For most use cases, pseudo-random number generation is better since it is cheap and fast. Pseudo-random means that although each value appears to be random, it is actually calculated from the previous random number. Since you have to start the calculations somewhere, the first random number is calculated from what is known as a seed value. The word random is in quotes to emphasize that this process isn't really random. If we start from a particular seed value, all future numbers will be the same.

5. Pseudo-random number generation example

For example, suppose we have a function to generate pseudo-random values called calc_next_random. To begin, we pick a seed number, in this case, one. calc_next_random does some calculations and returns three. We then feed three into calc_next_random, and it does the same set of calculations and returns two. And if we can keep feeding in the last number, it will return something apparently random. Although the process is deterministic, the trick to a random number generator is to make it look like the values are random.

6. Random number generating functions

NumPy has many functions for generating random numbers from statistical distributions. To use each of these, make sure to prepend each function name with numpy-dot-random or np-dot-random. Some of them, like dot-uniform and dot-normal, may be familiar. Others have more niche applications.
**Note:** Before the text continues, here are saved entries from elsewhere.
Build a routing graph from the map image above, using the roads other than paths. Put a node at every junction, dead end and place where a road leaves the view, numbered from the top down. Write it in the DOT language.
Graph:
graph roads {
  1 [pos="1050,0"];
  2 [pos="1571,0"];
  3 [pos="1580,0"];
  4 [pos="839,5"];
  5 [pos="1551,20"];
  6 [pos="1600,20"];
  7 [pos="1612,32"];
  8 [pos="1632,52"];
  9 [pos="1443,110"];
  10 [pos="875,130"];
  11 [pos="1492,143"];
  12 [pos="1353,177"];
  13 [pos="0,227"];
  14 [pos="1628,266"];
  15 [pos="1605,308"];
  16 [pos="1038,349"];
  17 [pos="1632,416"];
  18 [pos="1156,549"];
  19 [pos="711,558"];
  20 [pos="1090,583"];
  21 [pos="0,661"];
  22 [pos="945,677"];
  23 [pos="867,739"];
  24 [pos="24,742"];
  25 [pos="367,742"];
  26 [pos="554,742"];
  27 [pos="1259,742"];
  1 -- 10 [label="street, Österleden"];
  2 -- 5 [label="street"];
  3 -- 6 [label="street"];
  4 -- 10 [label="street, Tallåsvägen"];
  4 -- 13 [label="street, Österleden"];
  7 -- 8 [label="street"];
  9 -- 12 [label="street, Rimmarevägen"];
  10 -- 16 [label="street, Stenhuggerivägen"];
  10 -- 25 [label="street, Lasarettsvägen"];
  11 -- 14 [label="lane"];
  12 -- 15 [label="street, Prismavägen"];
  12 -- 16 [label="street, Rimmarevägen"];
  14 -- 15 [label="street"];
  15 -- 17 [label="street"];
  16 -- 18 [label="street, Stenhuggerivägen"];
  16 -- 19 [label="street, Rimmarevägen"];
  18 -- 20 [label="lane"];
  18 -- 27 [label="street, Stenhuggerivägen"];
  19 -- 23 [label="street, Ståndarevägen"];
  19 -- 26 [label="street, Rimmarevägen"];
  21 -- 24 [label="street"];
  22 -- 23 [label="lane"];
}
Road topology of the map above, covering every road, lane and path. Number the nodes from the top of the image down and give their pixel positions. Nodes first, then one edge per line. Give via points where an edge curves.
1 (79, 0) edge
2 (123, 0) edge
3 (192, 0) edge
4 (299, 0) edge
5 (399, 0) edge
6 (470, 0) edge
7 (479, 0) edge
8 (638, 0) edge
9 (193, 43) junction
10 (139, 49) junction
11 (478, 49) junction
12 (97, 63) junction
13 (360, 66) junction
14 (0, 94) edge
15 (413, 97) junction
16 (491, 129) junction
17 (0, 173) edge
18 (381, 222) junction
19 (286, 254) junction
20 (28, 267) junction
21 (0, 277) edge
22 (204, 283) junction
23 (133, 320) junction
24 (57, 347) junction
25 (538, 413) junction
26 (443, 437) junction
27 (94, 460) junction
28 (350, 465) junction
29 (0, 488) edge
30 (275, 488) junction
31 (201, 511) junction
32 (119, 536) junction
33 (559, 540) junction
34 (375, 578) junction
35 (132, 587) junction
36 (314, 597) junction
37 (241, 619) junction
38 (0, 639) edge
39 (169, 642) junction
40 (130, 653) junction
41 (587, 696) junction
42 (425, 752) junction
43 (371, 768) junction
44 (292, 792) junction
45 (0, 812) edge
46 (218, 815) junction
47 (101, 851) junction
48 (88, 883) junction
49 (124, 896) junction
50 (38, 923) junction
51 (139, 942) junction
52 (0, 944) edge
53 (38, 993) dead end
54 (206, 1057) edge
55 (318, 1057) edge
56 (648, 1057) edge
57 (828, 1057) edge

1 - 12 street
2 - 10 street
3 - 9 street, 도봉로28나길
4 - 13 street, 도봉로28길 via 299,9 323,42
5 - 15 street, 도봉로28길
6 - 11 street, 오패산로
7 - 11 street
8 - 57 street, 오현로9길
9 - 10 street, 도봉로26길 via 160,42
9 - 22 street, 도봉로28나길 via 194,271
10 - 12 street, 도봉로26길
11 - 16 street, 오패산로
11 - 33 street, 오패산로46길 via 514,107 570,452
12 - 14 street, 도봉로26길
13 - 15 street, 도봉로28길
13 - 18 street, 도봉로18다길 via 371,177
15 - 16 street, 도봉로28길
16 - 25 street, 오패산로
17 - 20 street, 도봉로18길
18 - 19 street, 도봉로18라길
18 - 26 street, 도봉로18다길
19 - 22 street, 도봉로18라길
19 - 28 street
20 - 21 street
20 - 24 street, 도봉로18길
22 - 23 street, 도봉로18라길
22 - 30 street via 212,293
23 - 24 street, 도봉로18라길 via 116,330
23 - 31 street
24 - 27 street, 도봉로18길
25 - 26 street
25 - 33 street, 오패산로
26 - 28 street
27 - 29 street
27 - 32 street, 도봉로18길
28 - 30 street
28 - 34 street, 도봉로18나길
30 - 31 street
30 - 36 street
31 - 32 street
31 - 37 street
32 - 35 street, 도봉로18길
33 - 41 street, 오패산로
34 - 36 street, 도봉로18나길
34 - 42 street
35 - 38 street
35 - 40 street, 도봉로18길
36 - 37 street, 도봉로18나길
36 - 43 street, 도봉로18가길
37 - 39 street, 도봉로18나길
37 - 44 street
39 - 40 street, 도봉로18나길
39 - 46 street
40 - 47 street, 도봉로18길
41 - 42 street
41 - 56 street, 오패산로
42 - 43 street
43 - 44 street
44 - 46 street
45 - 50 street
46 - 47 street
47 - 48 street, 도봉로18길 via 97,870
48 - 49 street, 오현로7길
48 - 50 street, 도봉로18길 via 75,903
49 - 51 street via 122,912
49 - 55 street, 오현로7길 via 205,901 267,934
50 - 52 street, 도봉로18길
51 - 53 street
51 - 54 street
7. Visualizing random numbers

Let's generate some pseudo-random numbers. The first arguments to each random number function specify distribution parameters. The size argument specifies how many numbers to generate, in this case, five thousand. We've chosen the beta distribution, and its parameters are named a and b. These random numbers come from a continuous distribution, so a great way to visualize them is with a histogram. Here, because the numbers were generated from the beta distribution, all the values are between zero and one.

8. Random numbers seeds

To set a random seed with NumPy, we use the dot-random-dot-seed method. random-dot-seed takes an integer for the seed number, which can be any number you like. dot-normal generates pseudo-random numbers from the normal distribution. The loc and scale arguments set the mean and standard deviation of the distribution, and the size argument determines how many random numbers from that distribution will be returned. If we call dot-normal a second time, we get two different random numbers. If we reset the seed by calling random-dot-seed with the same seed number, then call dot-normal again, we get the same numbers as before. This makes our code reproducible.

9. Using a different seed

Now let's try a different seed. This time, calling dot-normal generates different numbers.

10. Let's practice!

In [None]:
# Generate 5000 numbers from a uniform distribution, setting the parameters low to -3 and high to 3.
# Generate random numbers from a Uniform(-3, 3)
uniforms = np.random.uniform(low=-3, high=3, size=5000)

# Generate 5000 numbers from a normal distribution, setting the parameters loc to 5 and scale to 2.
normals = np.random.normal(loc=5, scale=2, size=5000)

#Plot a histogram of uniforms with bins of width of 0.25 from -3 to 3 using plt.hist().
plt.hist(uniforms, bins=np.arange(-3,3.25, 0.25))
plt.show()

# Plot a histogram of normals with bins of width of 0.5 from -2 to 13 using plt.hist().
plt.hist(normals,bins=np.arange(-2,13.5,0.5))
plt.show()